The Youth Index, sponsored by Macquarie, is a national survey that gauges young people's wellbeing across a range of areas from family life to physical health. The latest report demonstrates that young people's wellbeing is at its lowest level since the Index was first commissioned.
The eighth Index - based on a survey of 2,215 young people aged 16 to 25 - reveals that many young people are feeling trapped by their circumstances, with almost a fifth (18%) saying they don't believe they can change their circumstances if they want to. The research also reveals that 16% think their life will amount to nothing, no matter how hard they try.
The report highlights a wide range of factors that could be contributing to young people feeling out of control of their lives. For example, one in ten young people (12%) claim they don't know anyone who 'really cares' about them, 45% feel stressed about body image and 37% feel stressed about how to cope at work or school. Of those young people who don't feel in control, 61% feel a lack of self-confidence holds them back.

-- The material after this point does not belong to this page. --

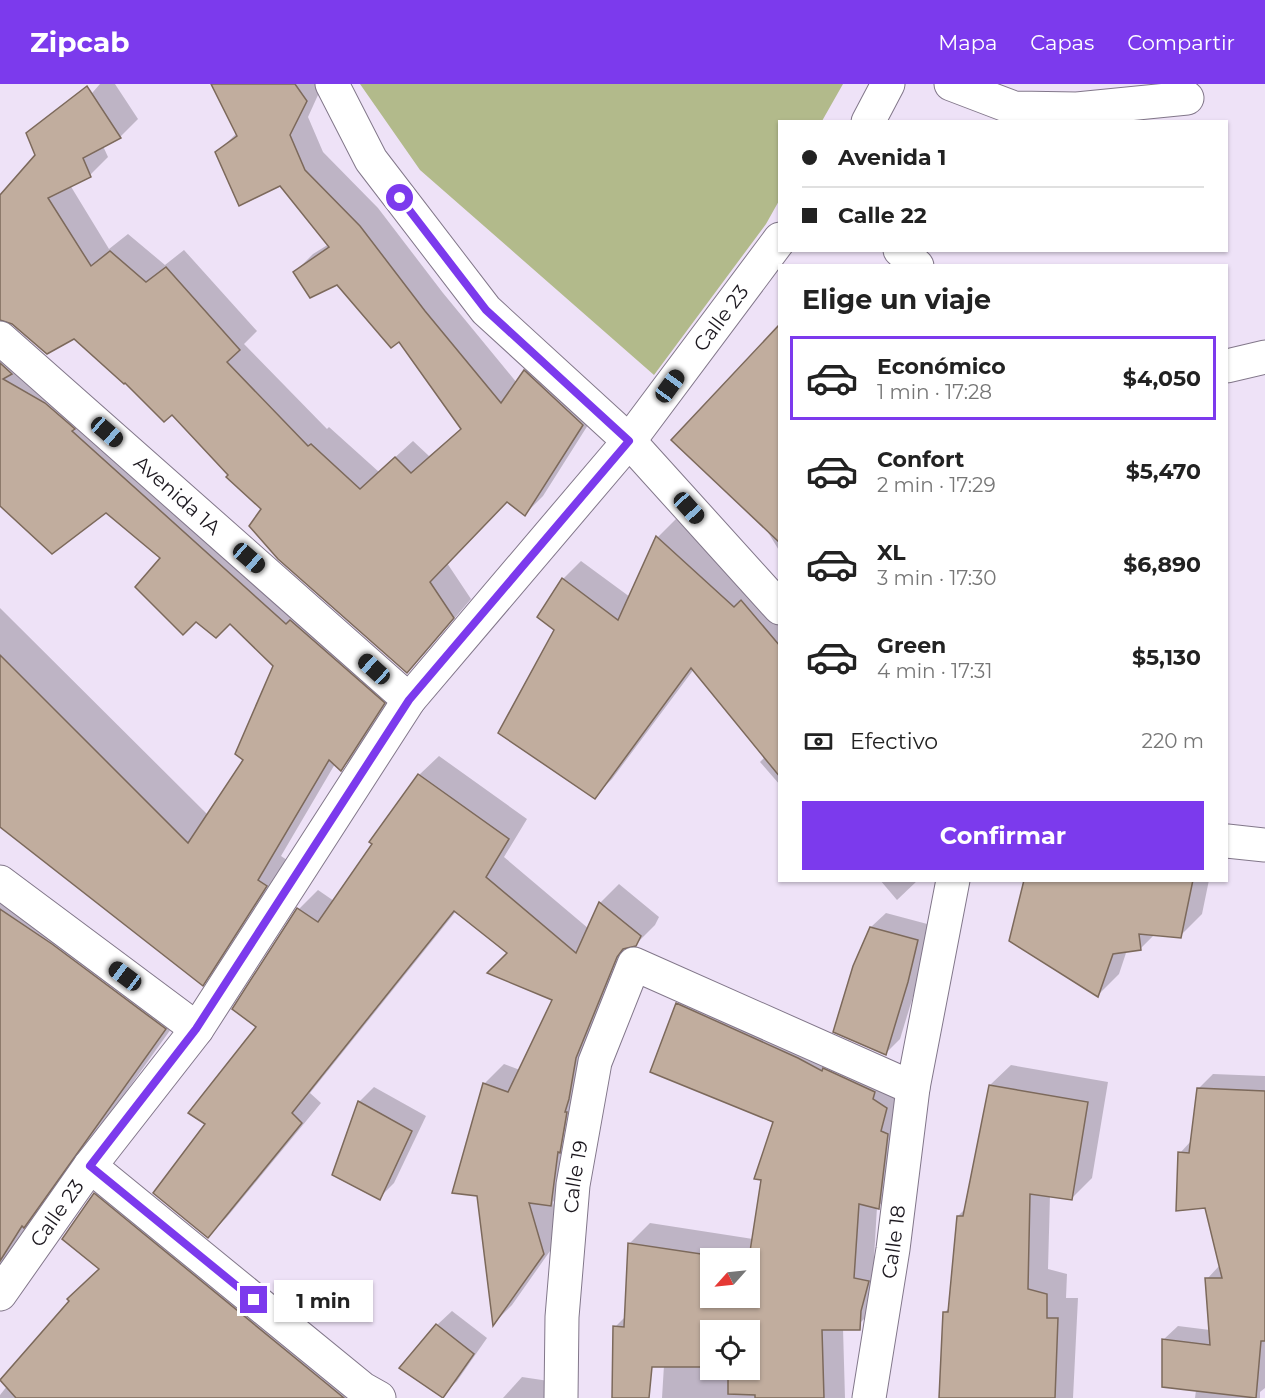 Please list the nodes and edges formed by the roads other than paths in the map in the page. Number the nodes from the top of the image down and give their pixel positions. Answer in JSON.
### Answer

- More than a quarter of young people (28 per cent) do not feel in control of their lives;
- A third of young people (36 per cent) do not feel in control of their job prospects;
- More than one in ten (16 per cent) think their life will amount to nothing, no matter how hard they try;
- A fifth of young people (18 per cent) do not think they have the ability to change their circumstances if they want to;
- The situation is even worse for NEET young people, who are more likely to feel worried about their circumstances and future;
- 34 per cent of young people think they will have a worse standard of living than their parents;
- 42 per cent of young people feel traditional goals like owning a house or getting a steady job are unrealistic.